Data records
--- START ---
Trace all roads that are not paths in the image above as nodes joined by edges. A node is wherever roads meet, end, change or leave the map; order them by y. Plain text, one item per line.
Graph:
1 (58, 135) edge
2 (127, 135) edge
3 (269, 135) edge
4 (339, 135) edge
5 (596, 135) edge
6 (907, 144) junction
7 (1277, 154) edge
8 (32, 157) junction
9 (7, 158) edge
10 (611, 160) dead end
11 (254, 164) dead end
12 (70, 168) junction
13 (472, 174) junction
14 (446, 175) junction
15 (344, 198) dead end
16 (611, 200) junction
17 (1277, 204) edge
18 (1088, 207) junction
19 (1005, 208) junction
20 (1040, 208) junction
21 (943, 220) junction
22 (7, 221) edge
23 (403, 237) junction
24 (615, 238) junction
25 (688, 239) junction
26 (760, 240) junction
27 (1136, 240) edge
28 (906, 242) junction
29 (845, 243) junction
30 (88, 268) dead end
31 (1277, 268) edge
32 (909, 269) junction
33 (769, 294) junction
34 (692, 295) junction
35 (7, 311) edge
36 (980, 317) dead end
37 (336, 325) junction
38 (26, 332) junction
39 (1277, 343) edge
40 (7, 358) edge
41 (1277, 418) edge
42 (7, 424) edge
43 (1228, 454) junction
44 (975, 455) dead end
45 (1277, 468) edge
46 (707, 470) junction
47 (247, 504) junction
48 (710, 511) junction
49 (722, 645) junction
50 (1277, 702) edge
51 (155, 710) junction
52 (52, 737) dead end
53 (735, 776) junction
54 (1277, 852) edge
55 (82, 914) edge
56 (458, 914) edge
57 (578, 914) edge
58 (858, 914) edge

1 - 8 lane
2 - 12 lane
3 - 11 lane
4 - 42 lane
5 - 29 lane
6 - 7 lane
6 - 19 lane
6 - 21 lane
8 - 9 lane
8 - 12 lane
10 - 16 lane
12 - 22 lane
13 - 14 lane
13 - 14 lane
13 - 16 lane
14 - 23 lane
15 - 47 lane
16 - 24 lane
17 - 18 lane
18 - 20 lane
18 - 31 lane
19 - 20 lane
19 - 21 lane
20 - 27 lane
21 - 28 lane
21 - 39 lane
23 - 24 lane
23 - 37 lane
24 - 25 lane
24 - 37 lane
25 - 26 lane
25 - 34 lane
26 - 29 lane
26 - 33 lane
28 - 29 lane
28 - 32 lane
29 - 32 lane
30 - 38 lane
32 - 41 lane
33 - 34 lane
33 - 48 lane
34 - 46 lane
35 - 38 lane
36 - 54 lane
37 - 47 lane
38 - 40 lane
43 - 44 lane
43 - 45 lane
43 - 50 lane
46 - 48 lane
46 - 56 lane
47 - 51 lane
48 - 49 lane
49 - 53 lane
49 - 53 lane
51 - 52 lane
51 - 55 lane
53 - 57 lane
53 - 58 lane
--- END ---
EXERCISE REQUIREMENTS
Wherever the string "dead" appears in the records above, copy the line it sits in.

REPLY
10 (611, 160) dead end
11 (254, 164) dead end
15 (344, 198) dead end
30 (88, 268) dead end
36 (980, 317) dead end
44 (975, 455) dead end
52 (52, 737) dead end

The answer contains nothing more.